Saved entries
________________

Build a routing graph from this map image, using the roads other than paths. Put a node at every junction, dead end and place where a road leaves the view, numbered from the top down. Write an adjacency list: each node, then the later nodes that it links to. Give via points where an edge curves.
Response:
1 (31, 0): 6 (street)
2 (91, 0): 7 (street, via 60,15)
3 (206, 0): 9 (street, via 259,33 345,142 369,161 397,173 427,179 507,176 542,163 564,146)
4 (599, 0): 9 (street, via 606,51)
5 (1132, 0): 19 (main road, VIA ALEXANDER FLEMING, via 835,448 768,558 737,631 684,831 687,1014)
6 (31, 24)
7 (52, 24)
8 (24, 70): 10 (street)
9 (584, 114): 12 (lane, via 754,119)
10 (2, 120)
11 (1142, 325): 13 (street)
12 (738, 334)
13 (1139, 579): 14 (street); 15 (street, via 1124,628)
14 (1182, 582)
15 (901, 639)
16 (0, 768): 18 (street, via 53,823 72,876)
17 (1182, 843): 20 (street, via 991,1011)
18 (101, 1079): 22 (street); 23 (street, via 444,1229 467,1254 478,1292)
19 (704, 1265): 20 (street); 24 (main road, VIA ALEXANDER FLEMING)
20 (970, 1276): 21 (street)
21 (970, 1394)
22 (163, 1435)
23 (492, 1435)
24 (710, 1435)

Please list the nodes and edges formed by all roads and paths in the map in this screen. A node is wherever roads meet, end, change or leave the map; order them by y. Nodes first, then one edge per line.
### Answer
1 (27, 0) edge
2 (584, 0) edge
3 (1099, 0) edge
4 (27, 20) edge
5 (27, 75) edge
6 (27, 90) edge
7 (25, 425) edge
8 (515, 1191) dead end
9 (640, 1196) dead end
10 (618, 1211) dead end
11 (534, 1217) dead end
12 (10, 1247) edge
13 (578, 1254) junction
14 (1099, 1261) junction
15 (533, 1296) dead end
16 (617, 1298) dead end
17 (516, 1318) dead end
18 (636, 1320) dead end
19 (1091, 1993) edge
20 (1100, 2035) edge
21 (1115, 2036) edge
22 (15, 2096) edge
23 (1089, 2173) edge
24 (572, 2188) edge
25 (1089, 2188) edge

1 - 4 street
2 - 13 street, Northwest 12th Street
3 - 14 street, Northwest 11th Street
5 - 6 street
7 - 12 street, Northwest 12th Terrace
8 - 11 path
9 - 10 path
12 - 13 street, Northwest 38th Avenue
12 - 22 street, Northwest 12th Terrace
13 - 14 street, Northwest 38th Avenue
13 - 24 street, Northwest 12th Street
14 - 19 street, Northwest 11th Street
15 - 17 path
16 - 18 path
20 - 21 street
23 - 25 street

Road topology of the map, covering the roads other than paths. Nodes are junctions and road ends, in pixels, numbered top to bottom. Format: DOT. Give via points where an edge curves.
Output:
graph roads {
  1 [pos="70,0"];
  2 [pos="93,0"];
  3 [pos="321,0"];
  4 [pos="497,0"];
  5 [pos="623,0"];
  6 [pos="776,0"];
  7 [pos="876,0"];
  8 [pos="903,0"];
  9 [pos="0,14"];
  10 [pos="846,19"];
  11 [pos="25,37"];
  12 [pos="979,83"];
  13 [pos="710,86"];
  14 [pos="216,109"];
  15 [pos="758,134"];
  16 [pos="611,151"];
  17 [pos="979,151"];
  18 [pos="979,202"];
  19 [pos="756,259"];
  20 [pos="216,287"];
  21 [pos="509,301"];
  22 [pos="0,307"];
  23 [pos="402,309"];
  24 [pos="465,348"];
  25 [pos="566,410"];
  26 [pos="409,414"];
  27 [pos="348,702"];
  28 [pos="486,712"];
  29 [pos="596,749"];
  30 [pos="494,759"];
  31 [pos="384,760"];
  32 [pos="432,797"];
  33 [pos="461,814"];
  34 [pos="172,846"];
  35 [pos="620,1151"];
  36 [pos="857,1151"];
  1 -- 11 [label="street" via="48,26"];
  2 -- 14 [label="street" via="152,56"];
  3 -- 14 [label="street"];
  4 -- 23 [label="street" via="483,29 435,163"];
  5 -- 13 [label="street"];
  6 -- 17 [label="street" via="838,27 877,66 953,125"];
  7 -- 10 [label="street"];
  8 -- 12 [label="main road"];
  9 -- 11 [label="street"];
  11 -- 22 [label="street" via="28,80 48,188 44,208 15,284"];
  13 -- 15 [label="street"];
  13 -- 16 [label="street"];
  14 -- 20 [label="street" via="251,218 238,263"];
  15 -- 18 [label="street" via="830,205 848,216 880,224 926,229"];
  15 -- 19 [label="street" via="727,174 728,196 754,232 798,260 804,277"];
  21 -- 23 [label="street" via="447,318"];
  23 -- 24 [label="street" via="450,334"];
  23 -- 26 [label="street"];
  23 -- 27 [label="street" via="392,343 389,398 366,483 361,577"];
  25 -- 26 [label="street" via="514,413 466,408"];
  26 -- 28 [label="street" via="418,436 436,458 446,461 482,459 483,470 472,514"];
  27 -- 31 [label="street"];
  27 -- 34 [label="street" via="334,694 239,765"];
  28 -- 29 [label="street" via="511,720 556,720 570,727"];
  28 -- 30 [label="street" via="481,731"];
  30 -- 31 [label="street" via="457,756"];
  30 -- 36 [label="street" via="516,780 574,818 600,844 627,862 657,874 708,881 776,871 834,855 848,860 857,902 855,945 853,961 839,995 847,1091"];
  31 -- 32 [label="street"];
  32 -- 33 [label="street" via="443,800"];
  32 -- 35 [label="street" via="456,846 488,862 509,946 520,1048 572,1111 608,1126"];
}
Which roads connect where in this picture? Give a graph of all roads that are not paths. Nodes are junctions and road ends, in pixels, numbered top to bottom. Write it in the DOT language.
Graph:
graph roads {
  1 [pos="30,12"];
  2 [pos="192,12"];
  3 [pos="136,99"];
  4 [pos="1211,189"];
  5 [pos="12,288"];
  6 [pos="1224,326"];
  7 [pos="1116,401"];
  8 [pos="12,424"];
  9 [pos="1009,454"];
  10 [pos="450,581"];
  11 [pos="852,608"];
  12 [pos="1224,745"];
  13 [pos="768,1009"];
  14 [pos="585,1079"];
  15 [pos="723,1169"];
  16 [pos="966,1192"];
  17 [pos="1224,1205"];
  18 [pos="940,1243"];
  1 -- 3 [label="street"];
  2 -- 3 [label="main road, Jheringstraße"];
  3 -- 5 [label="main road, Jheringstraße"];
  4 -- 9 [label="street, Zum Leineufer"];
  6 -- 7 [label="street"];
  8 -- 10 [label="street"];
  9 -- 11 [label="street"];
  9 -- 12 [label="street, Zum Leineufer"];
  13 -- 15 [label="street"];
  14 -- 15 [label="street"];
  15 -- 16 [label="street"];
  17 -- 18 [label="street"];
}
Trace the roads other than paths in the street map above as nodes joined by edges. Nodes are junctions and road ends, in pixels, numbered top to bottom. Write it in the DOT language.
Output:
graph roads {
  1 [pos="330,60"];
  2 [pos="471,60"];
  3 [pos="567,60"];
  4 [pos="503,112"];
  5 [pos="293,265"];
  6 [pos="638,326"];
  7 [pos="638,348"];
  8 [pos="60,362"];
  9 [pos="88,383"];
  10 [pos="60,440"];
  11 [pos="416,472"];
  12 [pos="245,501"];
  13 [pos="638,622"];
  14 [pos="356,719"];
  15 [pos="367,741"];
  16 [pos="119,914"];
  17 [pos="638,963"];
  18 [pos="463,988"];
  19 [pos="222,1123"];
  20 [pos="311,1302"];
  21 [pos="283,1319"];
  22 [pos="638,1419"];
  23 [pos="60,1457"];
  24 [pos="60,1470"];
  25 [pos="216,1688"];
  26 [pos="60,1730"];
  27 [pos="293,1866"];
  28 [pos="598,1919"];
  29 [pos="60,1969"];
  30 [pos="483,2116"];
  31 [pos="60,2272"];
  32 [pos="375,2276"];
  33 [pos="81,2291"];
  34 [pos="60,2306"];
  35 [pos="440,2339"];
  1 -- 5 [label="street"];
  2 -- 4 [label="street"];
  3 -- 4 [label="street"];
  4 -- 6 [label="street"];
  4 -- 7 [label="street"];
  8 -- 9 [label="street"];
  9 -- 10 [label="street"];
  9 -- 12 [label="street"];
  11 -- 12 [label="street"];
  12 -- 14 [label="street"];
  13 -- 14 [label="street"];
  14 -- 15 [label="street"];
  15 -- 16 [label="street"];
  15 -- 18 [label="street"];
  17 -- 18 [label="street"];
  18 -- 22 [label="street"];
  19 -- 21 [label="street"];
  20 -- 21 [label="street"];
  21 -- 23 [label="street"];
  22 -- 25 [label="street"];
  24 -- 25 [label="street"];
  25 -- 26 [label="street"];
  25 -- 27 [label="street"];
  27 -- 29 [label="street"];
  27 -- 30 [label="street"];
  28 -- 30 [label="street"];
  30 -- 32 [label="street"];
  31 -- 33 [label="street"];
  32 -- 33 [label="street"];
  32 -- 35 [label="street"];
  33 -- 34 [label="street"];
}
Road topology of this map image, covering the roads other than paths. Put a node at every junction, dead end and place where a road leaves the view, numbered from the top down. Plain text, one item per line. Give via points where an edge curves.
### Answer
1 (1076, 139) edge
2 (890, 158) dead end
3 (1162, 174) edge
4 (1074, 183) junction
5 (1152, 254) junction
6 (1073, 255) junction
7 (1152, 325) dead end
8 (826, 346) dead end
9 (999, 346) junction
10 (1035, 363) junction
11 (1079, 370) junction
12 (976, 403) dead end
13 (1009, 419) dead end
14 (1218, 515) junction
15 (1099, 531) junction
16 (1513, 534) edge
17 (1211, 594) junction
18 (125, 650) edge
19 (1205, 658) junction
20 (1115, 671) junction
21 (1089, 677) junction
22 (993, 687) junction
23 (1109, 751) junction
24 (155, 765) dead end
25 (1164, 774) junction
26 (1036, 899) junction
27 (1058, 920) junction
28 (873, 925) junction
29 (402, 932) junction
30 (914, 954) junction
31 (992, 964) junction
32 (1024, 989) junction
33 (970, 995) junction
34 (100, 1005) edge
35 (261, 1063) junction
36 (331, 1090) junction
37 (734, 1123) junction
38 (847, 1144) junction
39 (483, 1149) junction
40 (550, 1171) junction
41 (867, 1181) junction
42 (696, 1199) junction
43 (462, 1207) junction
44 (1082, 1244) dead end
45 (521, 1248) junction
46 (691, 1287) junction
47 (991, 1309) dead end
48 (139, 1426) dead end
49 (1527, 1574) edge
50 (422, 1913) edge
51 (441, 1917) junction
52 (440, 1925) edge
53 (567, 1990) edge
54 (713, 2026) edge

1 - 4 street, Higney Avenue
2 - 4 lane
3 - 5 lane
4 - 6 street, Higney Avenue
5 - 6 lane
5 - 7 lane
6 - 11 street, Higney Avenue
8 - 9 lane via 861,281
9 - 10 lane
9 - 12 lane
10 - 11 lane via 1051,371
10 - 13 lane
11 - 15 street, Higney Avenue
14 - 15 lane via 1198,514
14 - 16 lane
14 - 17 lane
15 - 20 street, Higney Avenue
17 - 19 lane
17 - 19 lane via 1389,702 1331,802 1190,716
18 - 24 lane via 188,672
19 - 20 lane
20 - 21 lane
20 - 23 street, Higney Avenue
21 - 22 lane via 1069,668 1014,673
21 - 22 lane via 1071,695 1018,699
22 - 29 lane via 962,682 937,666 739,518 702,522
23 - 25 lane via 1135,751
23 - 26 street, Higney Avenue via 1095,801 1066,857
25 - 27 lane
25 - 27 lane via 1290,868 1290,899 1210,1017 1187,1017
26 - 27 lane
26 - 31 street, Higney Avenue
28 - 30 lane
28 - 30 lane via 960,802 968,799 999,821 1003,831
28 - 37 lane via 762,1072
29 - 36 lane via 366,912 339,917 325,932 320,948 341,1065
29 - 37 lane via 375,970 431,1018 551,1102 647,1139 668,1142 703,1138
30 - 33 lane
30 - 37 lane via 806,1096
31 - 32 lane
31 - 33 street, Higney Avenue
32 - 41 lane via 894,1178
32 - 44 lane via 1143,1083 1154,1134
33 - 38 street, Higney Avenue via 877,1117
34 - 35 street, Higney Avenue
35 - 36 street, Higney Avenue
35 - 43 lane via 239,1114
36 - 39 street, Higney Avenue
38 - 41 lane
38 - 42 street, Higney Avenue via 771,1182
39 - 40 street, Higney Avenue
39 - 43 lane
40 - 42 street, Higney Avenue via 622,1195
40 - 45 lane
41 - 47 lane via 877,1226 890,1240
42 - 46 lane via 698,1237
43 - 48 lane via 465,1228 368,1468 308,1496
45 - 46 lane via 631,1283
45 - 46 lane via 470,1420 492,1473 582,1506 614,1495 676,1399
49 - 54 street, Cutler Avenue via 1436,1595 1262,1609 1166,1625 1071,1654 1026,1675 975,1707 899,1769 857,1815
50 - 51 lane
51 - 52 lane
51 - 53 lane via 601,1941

________________

• _Problem to work on_: Check each line above for the string "junctions" and copy every line that has it.

• _Completed exercise_:
Road topology of the map, covering the roads other than paths. Nodes are junctions and road ends, in pixels, numbered top to bottom. Format: DOT. Give via points where an edge curves.
Which roads connect where in this picture? Give a graph of all roads that are not paths. Nodes are junctions and road ends, in pixels, numbered top to bottom. Write it in the DOT language.
Trace the roads other than paths in the street map above as nodes joined by edges. Nodes are junctions and road ends, in pixels, numbered top to bottom. Write it in the DOT language.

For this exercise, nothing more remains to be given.